The inferences, which the party opposing the motion for summary judgment is entitled to have drawn from all the matters properly before and considered by the trial court, must be reasonable inferences. Montoya v. City of Albuquerque, supra; Jacobson v. State Farm Mutual Automobile Ins. Co., 81 N.M. 600, 471 P.2d 170 (1970); General Electric Credit Corp. v. Tidenberg, 78 N.M. 59, 428 P.2d 33, 40 A.L.R.3d 1151 (1967); Green v. Manpower, Inc., of Albuquerque, supra. Whether or not a genuine issue of fact exists depends on the peculiar facts of each case. Pen-Ken Gas and Oil Corp. v. Warfield Natural Gas Co., 137 F.2d 871 (6th Cir. 1943), cert. denied, 320 U.S. 800, 64 S.Ct. 431, 88 L.Ed. 483 (1944).
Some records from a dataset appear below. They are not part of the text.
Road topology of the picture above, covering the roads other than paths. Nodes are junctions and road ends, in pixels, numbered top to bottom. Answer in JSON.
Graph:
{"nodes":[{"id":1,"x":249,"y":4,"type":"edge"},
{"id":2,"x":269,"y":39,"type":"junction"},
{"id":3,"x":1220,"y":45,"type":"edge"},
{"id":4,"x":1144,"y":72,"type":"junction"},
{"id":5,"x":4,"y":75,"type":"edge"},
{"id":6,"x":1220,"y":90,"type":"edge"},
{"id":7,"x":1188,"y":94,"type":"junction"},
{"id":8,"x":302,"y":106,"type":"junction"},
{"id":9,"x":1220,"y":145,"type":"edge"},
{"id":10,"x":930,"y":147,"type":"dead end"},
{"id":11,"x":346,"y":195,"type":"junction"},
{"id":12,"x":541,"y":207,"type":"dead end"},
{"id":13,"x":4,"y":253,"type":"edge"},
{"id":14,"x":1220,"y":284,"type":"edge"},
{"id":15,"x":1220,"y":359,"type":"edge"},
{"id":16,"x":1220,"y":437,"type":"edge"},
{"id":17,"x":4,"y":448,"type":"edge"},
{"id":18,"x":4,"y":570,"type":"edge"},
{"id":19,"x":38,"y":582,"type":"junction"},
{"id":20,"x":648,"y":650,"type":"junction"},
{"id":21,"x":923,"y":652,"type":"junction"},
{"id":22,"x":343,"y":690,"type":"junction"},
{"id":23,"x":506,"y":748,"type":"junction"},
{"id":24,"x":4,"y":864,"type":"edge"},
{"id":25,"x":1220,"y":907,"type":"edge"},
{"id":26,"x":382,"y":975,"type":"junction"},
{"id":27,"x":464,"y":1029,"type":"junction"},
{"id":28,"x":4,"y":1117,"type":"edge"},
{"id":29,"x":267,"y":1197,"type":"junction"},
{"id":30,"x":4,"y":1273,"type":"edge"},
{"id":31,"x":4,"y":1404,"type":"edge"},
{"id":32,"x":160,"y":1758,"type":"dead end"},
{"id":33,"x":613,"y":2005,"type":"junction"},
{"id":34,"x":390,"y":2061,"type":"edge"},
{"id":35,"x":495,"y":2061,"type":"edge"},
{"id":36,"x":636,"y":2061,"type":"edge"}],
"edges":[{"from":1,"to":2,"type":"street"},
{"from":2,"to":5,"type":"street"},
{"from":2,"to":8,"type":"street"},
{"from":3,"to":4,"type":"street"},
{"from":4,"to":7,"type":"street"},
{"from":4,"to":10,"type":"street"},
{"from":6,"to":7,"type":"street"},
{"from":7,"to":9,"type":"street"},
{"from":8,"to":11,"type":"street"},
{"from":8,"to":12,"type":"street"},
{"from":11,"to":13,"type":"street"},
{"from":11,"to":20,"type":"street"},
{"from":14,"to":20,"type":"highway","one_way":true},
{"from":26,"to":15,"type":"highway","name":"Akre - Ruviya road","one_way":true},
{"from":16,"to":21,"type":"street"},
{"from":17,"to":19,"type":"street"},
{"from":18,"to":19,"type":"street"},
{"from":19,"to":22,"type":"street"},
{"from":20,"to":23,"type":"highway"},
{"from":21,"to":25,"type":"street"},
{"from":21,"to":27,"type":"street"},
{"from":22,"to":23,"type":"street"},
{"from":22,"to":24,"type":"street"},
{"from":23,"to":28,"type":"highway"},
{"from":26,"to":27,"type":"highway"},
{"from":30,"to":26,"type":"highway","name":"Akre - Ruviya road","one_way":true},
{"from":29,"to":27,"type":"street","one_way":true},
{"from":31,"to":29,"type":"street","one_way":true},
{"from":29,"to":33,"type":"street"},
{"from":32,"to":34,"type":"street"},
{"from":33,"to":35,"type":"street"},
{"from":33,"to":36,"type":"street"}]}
The procedures provided by Rule 56, supra', serve a worthwhile purpose in disposing of groundless claims, or claims which cannot .be proved, without putting the parties and the courts through the trouble and expense of full blown trials on these claims. See Dyer v. MacDougall, 201 F.2d 265 (2d Cir. 1952); Surkin v. Charteris, 197 F.2d 77 (5th Cir. 1952); Broderick Wood Products Co. v. United States, 195 F.2d 433 (10th Cir. 1952); Arnstein v. Porter, 154 F.2d 464, 480 (2d Cir. 1946); General Electric Credit Corp. v. Tidenberg, supra; Pederson v. Lothman, 63 N.M. 364, 320 P.2d.378 (1958); Agnew v. Libby, 53 N.M. 56, 201 P.2d 775 (1949); Shramek v. General Motors Corp., Chevrolet M. Div., 69, Ill.App.2d 72, 216 N.E.2d 244 (1966); 6 J. Moore, Moore’s Federal Practice § 56.04[1](2d Ed. 1971).

As above indicated, we are firmly convinced that the matters relied upon by defendants Sears and Armstrong in support of their motion for summary judgment were sufficient to support their burden. We are also convinced that plaintiff failed to come forward with anything which demonstrated that a genuine issue of fact exists as to whether there was a defect in the tire at the time it was sold by Sears to Mr. Goodman. We need not consider the question of proximate cause, since we are convinced there was no genuine issue presented on plaintiff’s claim that the tire was defective.

It follows that the decision of the Court of Appeals must be reversed and the summary judgment entered by the trial court affirmed.

It is so ordered.

COMPTON, C. J., and McMANUS, STEPHENSON, and MONTOYA, JJ., concur.